Static linking is more natural under musl. You can produce highly self-contained binaries that run in extremely minimal containers. That’s attractive for scratch-like images.

But there are trade-offs.

Globalization support is often limited unless you bundle ICU. If you rely on culture-specific formatting, collation, or normalization, you must be explicit. Setting <InvariantGlobalization>true</InvariantGlobalization> removes ICU dependency but also removes culture-aware behavior.

TLS can behave differently depending on how OpenSSL is linked in the container. In some cases, certificate chains behave unexpectedly in minimal images.

musl sometimes “feels weird” because it is strict and minimal. glibc smooths over more cases. musl exposes them.

When is musl the right call?

  • Minimal Alpine containers
  • Fully static deployments
  • Security-hardened minimal environments
  • Situations where image size matters

When is it not?

  • Heavy globalization requirements
  • Legacy library dependencies expecting glibc
  • Environments where subtle libc differences are unacceptable

We use musl deliberately in minimal container images. For broader Linux compatibility, we target linux-x64.

What Stays

AOT does not turn .NET into C. You still have:

  • Generics
  • Async/await
  • GC
  • Memory safety
  • Span and high-performance primitives
  • Cross-platform consistency

You are not writing unmanaged code. You are just removing runtime compilation.
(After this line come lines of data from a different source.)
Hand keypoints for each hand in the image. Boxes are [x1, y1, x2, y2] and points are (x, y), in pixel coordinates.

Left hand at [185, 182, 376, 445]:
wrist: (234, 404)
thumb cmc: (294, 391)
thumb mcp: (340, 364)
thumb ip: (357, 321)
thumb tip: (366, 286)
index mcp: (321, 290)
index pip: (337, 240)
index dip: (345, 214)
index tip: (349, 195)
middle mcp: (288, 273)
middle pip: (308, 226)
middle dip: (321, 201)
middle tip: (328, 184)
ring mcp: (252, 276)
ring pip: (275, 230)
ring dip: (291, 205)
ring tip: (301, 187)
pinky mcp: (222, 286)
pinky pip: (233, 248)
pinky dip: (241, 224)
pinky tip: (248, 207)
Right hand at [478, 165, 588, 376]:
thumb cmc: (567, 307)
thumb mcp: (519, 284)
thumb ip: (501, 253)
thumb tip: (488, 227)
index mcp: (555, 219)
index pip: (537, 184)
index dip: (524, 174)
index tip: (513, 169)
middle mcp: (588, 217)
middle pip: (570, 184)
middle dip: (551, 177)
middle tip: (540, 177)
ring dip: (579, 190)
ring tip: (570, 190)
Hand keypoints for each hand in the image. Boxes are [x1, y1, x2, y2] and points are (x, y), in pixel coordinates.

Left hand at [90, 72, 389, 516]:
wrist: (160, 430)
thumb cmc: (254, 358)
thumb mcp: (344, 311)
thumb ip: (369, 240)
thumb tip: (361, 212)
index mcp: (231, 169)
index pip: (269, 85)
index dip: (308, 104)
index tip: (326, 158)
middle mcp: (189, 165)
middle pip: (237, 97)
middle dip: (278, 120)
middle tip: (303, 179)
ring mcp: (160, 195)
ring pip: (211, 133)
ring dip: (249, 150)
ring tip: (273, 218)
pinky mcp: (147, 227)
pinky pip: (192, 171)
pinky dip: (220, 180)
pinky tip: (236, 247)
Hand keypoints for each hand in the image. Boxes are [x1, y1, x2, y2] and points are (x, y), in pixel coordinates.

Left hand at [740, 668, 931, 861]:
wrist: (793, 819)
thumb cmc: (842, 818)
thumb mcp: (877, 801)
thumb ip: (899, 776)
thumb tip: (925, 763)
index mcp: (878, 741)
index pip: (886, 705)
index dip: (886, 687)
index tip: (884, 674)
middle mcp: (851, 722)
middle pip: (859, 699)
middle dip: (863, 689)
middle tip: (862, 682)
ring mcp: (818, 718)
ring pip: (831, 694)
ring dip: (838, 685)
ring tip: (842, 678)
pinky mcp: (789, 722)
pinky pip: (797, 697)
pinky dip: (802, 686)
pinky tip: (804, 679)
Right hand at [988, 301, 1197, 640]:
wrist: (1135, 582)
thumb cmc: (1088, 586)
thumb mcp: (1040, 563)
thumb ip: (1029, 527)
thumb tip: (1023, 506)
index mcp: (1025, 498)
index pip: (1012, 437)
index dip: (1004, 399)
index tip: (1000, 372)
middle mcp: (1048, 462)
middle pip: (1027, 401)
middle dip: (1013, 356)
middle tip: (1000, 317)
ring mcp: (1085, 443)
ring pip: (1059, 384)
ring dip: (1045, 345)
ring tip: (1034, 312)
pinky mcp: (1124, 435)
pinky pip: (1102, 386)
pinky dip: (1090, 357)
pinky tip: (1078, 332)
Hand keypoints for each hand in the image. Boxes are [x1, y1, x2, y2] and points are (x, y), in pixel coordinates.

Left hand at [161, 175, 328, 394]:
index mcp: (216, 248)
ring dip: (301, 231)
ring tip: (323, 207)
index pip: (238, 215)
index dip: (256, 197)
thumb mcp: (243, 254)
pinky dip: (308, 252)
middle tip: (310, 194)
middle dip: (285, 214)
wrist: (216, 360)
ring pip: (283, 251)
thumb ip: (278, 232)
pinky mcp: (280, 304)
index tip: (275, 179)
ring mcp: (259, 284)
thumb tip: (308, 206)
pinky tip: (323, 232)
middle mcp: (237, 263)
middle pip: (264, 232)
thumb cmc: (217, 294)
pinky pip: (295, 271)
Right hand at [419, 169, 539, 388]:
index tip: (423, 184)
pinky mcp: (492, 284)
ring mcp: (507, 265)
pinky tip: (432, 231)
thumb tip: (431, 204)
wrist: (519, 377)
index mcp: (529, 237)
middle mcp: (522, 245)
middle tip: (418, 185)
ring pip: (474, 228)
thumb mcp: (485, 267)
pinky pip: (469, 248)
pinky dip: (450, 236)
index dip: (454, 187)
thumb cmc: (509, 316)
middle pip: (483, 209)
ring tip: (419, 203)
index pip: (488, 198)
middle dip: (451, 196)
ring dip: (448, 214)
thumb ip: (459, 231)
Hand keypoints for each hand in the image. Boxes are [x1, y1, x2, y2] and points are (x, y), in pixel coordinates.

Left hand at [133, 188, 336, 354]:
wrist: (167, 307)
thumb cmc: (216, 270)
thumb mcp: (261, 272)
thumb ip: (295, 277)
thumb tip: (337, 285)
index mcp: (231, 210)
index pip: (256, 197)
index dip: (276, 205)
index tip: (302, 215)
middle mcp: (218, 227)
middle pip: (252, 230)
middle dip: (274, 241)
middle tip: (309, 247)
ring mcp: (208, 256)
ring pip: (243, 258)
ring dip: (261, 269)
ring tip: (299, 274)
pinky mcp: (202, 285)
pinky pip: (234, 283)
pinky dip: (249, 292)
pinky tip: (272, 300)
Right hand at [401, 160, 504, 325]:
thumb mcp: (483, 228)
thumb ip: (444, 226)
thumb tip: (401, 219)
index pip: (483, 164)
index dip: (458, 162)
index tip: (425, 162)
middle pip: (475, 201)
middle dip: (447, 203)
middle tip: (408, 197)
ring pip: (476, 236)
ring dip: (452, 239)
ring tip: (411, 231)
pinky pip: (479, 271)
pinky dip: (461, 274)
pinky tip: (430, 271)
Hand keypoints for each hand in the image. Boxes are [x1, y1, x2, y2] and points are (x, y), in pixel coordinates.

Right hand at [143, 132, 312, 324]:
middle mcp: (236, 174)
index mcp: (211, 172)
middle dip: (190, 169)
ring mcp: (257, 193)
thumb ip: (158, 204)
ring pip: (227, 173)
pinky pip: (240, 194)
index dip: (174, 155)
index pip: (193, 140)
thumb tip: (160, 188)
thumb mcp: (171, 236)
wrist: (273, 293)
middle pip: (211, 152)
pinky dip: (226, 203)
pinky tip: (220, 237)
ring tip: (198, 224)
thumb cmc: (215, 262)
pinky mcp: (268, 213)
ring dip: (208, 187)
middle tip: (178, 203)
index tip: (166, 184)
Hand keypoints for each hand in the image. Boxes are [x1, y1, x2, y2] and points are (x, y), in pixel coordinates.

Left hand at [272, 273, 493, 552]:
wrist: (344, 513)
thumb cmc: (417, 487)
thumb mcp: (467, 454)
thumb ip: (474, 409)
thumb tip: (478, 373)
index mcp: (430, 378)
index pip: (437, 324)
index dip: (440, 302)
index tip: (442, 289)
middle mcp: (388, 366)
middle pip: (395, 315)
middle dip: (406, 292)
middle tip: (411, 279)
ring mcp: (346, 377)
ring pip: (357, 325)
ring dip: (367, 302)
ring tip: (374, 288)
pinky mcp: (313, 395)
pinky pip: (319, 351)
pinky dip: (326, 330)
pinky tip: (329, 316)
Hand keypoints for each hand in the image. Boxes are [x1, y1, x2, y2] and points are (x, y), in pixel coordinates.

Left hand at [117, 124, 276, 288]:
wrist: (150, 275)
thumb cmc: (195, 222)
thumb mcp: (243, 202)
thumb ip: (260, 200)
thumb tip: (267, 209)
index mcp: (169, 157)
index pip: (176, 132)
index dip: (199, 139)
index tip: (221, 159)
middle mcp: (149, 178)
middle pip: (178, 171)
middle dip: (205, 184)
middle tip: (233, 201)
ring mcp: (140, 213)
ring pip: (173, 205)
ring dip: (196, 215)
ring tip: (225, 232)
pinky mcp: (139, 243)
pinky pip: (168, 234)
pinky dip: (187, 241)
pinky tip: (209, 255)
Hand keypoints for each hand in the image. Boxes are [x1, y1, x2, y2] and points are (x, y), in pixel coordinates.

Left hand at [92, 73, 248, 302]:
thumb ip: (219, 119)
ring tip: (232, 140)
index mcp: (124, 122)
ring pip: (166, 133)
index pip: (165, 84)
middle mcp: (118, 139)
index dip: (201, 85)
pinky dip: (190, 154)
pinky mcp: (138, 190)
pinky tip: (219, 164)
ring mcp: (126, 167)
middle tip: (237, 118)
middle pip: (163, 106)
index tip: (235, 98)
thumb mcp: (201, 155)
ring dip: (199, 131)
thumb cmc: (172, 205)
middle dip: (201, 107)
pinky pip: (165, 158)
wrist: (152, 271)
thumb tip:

The mental model shifts. Instead of “the runtime will figure it out,” you assume “the compiler must know everything.”

That constraint improves architecture. It forces explicit dependencies. It discourages dynamic scanning and implicit wiring.

For console software, that discipline is beneficial.

The Operational Result

Our CLI utilities are now:

  • Faster to start
  • Smaller to ship
  • Deterministic in behavior
  • Easier to deploy into minimal containers
  • Free from runtime version alignment issues

CI runners are measurably leaner. Container cold starts are reduced. Cron hosts behave predictably.

The migration was not trivial, but it was controlled. Reflection was reduced. Serialization was made explicit. Dependencies were audited. Some libraries were replaced.

The end state is simpler.

We no longer treat JIT as the default for short-lived tooling. For long-running services with dynamic behavior requirements, JIT still makes sense. For internal tools and distributed CLI binaries, it does not.

AOT is now the baseline.

All new console software at Repass Cloud is compiled ahead of time by default.